In the last couple of years bioinformatics have gone through a revolution in sequencing genome data. The involvement of computer power and the growing amount of data that can now be created have opened up new opportunities for leveraging genomic data that can bring meaningful insights in less time.
The decrease in cost per terabyte for storage has allowed bioinformatics to efficiently store genetic data in its raw form. On top of that, MPP (massively parallel computing) opensource technologies have allowed highly skilled bioinformatics engineers to leverage their scripting capabilities and to use the MPP platform to execute their scripts and queries over multiple nodes.
The biggest challenge today is to standardise the querying tools on top of the existing formats of storage and to be able to efficiently query the data that is being generated. Today people are using opensource databases and existing databases to query a fraction of the data.
Some of the existing tools that are being used in the big data world are already able to query such quantities of data. Tools such as big data databases like SQream DB, allow genomic researchers to efficiently query their data in a way that saves them months and years of research time.

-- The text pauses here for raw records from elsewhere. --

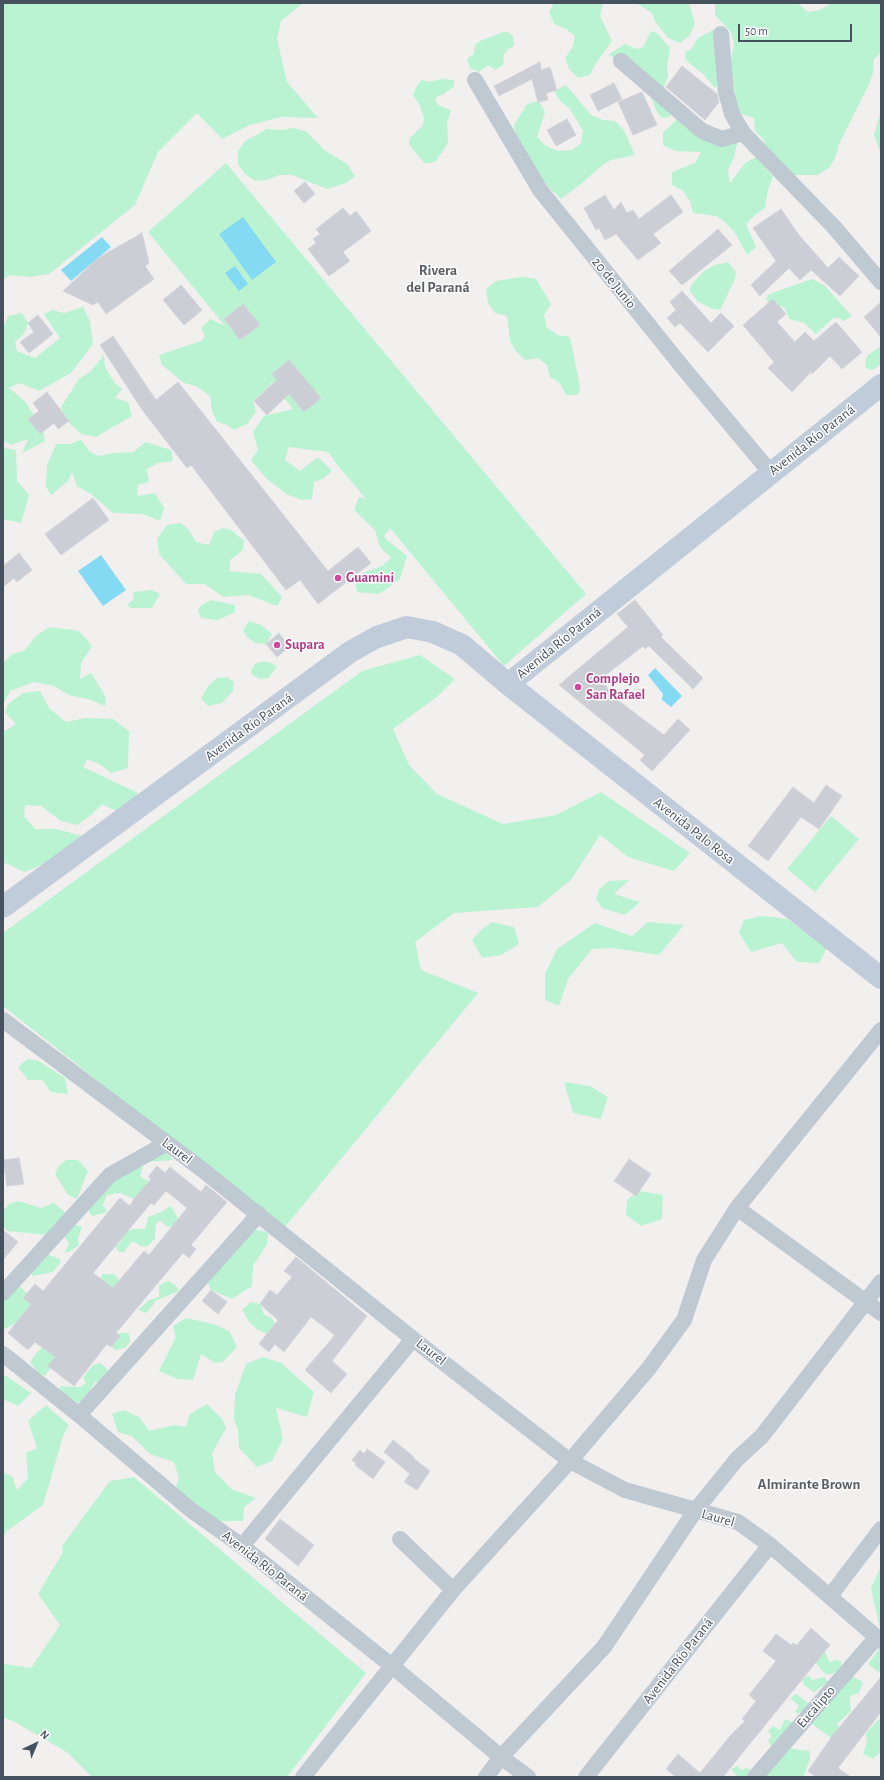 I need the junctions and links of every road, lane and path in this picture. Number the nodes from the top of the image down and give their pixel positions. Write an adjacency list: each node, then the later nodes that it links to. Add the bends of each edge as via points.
1 (721, 34): 4 (street, via 726,92 732,114)
2 (622, 61): 4 (street, via 702,131 722,139)
3 (475, 80): 7 (street, 20 de Junio, via 540,190)
4 (742, 133): 5 (street, via 834,227)
5 (881, 282)
6 (881, 385): 7 (main road, Avenida Río Paraná)
7 (770, 473): 8 (main road, Avenida Río Paraná)
8 (508, 684): 9 (main road, Avenida Río Paraná, via 462,645 433,632 407,627 377,637 350,652); 10 (main road, Avenida Palo Rosa)
9 (3, 907)
10 (881, 978)
11 (3, 1020): 13 (street, Laurel)
12 (881, 1030): 14 (street)
13 (167, 1143): 15 (street, Laurel); 17 (street, via 110,1175)
14 (737, 1208): 18 (street); 23 (street, via 704,1260 684,1320 649,1368)
15 (259, 1214): 20 (street, Laurel); 22 (street)
16 (881, 1282): 18 (street)
17 (3, 1293)
18 (866, 1302): 19 (street); 24 (street, via 762,1436 738,1459)
19 (881, 1313)
20 (413, 1339): 23 (street, Laurel); 28 (street)
21 (3, 1354): 22 (street, Avenida Río Paraná)
22 (79, 1415): 28 (street, Avenida Río Paraná, via 192,1510)
23 (570, 1461): 24 (street, Laurel, via 625,1490); 29 (street)
24 (695, 1511): 27 (street, Laurel, via 738,1522); 33 (street, via 604,1647)
25 (881, 1529): 30 (street)
26 (400, 1539): 29 (street)
27 (770, 1545): 30 (street, Laurel); 37 (street, Avenida Río Paraná)
28 (242, 1546): 32 (street, Avenida Río Paraná)
29 (453, 1590): 32 (street)
30 (830, 1596): 31 (street, Laurel)
31 (879, 1639): 38 (street, Eucalipto)
32 (392, 1666): 33 (street, Avenida Río Paraná); 34 (street)
33 (501, 1757): 35 (street); 36 (street, Avenida Río Paraná)
34 (303, 1777)
35 (486, 1777)
36 (528, 1777)
37 (586, 1777)
38 (755, 1777) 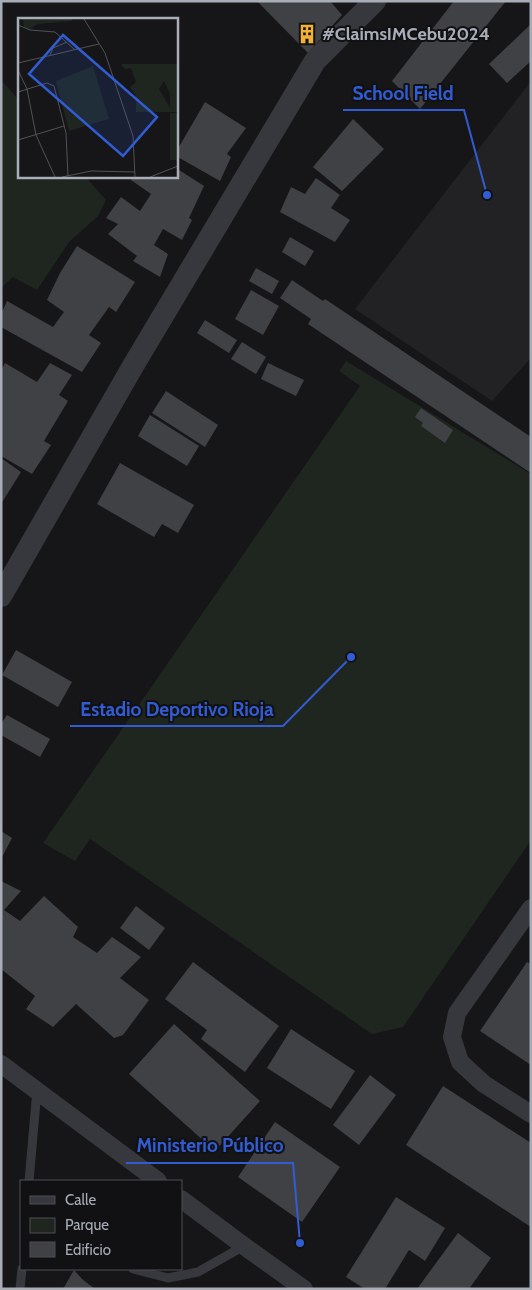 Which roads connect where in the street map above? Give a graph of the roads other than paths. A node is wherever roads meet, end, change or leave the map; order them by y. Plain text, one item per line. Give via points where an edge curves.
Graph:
1 (375, 1) edge
2 (1, 596) edge
3 (531, 908) edge
4 (1, 1064) edge
5 (37, 1090) junction
6 (531, 1114) edge
7 (29, 1180) edge
8 (157, 1180) edge
9 (182, 1200) edge
10 (244, 1246) junction
11 (22, 1270) edge
12 (137, 1270) edge
13 (20, 1289) edge
14 (304, 1289) edge

1 - 2 street via 315,62 133,366
3 - 6 street via 457,1013 452,1037 460,1062 484,1084
4 - 5 street
5 - 7 lane
5 - 8 street
9 - 10 street
10 - 12 lane via 198,1272 168,1278
10 - 14 street
11 - 13 lane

The hybrid between existing enterprise data technologies and the massive quantity of data being created in the genomic research, are expediting the evolution of big data analytics.
Taking those into different areas such as smart grid, connected cars and other Internet of Things opportunities, will allow enterprises and us to leverage the power of big data.
It is clear that genomic research will allow us to live better and to treat people better. What is also clear is that big data is a powerful tool to resolve some other big mysteries in our world such as weather forecasting, space research, creation of the world and maybe to understand the human brain.